焼け落ちた城下にはなお戦火の痕が残り、人々の心もまた荒廃していた。
祐兵は、この地に再び秩序と信仰を取り戻すことこそ
伊東再興の礎になると悟っていた。
そこで白羽の矢を立てたのが
かつて河崎祐長の庇護を受け
幾度となく再興の祈祷を捧げた修験者・三部快永である。
「飫肥に寺を開き、人々の心を束ねてほしい」
祐兵は懇願し、快永は静かにうなずいた。
その眼差しには、主家を支え続けた年月の重みと
己の使命を見据える揺るぎなき決意が宿っていた。
祐兵は飫肥城下に地を与え、快永を招いて祐光寺を開山させた。
寺領百石を下付し、のちに七十五石へと改められたとはいえ
伊東家の信仰と威信を担うに足る厚遇であった。
開山の日、祐兵は家臣や領民を従え、祐光寺の山門に立つ。
快永は修験の法衣に身を包み、金剛蔵王の名を唱えながら祈祷を行った。
燃えさかる護摩の炎に照らされ
領民たちは胸の奥に残る不安を祓うかのように手を合わせる。
「伊東の世は甦る」
その場にいた者たちは、誰もがそう信じた。
祐兵にとってそれは、刀によらず心を結ぶ新たな戦いの始まりであり
快永こそがその導き手であった。
しかし、運命はあまりにも儚かった。
文禄元年、朝鮮の地では豊臣政権が揺れ動き
国内も不穏を孕む中、快永は病に伏す。
祐兵は文禄の役の支度で忙しかったが
何度も見舞いに行った。
「殿、寺は人の拠り所。
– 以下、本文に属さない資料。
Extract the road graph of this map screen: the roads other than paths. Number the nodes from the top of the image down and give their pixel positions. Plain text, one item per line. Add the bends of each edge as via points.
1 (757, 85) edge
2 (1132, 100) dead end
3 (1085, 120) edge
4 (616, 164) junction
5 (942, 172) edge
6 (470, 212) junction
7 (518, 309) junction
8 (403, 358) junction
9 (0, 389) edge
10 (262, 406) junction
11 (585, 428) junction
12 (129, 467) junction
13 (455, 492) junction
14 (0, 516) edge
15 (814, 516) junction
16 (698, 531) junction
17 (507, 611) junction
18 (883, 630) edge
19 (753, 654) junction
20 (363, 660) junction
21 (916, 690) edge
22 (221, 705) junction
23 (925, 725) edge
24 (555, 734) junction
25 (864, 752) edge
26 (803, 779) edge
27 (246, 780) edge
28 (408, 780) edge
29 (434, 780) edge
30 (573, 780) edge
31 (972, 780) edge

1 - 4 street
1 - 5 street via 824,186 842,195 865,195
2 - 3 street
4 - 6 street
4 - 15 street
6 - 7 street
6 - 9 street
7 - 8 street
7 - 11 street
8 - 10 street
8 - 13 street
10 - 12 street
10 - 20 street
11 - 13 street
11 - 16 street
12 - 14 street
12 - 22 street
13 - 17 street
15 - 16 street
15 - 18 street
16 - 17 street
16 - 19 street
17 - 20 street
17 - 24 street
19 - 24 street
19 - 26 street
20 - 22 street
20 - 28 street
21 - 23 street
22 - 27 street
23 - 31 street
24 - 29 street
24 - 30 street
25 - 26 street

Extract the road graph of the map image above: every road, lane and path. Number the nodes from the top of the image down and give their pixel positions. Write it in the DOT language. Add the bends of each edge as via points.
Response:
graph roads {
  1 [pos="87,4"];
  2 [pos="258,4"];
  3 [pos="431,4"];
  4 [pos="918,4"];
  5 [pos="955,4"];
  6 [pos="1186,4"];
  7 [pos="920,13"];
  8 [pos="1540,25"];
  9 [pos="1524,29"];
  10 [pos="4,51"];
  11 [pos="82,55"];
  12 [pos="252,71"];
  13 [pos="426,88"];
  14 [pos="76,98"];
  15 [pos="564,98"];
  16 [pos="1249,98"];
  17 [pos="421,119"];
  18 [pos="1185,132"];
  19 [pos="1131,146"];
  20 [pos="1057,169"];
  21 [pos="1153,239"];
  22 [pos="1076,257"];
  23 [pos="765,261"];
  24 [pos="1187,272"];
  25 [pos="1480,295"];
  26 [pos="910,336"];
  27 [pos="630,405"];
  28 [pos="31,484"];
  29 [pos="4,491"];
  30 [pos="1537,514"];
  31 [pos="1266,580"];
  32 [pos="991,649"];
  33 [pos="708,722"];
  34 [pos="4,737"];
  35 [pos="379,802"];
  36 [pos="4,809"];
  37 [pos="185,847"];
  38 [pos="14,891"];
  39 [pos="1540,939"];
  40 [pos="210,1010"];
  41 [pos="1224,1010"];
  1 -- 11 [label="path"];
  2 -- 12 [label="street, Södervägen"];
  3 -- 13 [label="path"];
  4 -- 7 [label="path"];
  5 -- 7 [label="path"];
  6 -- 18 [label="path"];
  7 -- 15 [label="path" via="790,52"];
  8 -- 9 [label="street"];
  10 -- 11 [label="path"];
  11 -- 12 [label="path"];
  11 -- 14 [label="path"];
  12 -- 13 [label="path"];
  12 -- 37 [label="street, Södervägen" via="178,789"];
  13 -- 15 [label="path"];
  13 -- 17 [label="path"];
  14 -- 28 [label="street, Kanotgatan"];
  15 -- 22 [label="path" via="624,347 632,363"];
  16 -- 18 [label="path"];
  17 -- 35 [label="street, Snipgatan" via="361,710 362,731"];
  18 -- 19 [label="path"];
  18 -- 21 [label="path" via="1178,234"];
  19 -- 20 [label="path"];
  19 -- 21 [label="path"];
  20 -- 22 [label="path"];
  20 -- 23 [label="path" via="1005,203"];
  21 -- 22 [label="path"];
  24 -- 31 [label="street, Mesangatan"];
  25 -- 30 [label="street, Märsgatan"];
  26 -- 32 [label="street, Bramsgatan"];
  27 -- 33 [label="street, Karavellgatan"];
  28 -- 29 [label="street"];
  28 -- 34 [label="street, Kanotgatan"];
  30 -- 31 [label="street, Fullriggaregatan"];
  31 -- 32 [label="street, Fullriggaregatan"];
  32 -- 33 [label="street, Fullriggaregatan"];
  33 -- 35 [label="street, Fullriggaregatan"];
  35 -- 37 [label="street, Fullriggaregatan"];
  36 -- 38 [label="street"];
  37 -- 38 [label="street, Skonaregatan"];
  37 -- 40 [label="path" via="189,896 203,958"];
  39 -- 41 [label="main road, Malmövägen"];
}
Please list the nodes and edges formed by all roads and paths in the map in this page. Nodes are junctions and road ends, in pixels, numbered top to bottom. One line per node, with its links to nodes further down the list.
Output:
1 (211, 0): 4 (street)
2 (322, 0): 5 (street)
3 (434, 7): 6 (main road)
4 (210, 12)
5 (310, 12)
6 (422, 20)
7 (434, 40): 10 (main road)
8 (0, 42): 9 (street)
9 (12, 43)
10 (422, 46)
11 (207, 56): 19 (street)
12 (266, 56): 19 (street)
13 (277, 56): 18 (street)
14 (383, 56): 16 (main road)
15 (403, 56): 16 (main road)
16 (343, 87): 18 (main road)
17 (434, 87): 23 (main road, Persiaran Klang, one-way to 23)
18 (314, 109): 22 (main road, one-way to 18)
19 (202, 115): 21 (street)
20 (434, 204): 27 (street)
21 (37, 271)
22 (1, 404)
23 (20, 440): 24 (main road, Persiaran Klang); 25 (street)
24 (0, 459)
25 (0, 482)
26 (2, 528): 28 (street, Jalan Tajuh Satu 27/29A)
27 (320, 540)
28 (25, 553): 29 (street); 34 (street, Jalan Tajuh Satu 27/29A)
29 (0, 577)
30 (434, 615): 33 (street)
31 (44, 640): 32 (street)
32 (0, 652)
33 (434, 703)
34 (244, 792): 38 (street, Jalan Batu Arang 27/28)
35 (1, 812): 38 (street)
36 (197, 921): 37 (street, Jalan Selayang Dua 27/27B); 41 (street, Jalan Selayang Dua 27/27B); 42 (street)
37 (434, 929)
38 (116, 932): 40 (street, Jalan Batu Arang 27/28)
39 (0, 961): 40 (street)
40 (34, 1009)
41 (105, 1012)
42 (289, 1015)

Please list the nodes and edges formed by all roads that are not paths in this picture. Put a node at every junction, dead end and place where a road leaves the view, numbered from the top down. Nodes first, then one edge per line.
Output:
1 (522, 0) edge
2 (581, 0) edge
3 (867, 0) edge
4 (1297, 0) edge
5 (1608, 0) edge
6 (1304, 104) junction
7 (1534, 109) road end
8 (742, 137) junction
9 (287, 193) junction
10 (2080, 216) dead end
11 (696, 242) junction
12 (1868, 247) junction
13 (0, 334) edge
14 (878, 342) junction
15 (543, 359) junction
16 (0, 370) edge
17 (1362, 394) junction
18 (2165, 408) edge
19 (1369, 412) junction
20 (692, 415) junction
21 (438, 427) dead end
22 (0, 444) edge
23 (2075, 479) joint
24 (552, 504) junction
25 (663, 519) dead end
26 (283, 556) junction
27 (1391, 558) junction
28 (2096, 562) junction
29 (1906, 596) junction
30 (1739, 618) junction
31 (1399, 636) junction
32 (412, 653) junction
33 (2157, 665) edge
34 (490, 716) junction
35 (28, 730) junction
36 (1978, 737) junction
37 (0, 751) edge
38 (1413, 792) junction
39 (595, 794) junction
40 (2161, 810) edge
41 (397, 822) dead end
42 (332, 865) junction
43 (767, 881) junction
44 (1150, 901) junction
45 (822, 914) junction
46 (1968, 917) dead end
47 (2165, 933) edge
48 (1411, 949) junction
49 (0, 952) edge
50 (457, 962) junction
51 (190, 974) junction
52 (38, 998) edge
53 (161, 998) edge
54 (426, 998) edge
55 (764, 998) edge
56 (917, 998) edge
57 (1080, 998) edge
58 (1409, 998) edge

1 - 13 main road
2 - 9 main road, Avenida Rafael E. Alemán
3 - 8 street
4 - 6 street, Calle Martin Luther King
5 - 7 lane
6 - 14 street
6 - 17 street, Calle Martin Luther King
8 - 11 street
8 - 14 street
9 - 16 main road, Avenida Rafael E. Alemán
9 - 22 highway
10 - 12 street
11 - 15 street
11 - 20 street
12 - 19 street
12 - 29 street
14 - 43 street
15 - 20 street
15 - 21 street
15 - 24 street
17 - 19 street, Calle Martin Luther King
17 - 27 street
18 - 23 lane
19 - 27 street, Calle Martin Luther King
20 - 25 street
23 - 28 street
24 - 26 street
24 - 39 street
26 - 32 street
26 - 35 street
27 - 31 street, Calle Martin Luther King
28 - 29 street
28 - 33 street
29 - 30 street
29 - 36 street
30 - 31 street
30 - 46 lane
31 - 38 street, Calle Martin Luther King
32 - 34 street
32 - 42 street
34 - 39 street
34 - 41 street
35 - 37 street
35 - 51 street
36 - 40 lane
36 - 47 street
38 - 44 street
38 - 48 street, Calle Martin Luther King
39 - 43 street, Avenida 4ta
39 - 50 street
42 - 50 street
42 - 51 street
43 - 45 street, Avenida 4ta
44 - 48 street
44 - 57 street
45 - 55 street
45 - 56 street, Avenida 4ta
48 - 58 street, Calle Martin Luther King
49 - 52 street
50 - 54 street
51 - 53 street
御家が続く限り、飫肥は安らぎの地となりましょう」
その言葉に祐兵は深く頭を垂れた。
やがて七月十四日、快永は静かに息を引き取る。
墓碑には「金剛蔵王 台蔵権現 正大先達三部法印快永」と刻まれた。
わずか四年の在位。だがその短き生涯は
伊東家再興の歴史に確かな光を投げかけていた。
祐兵は朝鮮の地で文にてこの報を知り
涙をこらえ、呟いた。
「快永の志を我らが継ぐのだ」
快永亡き後、その役目を引き継いだのは祐光寺別当・深歳氏であった。
彼は飫肥修験三百二十人の頂点として代々その職を務め
飫肥の信仰と修験の道を守り続けた。
祐光寺の庭には、飫肥石の岩盤を背に石橋が渡され、立石が配される。
人々はその景観に快永の祈りを思い起こし
伊東家の栄枯盛衰を重ね見た。
文禄・慶長の役から戻ってきた祐兵はその姿を見やりながら
快永の遺徳が城下に生き続けることを感じていた。
剣で築いたものはやがて朽ちる。
だが祈りと信仰が織りなす絆は、人の心に生き永らえる。
快永の生涯は、祐兵にその真理を教え
飫肥の大地に永遠の種を残したのであった。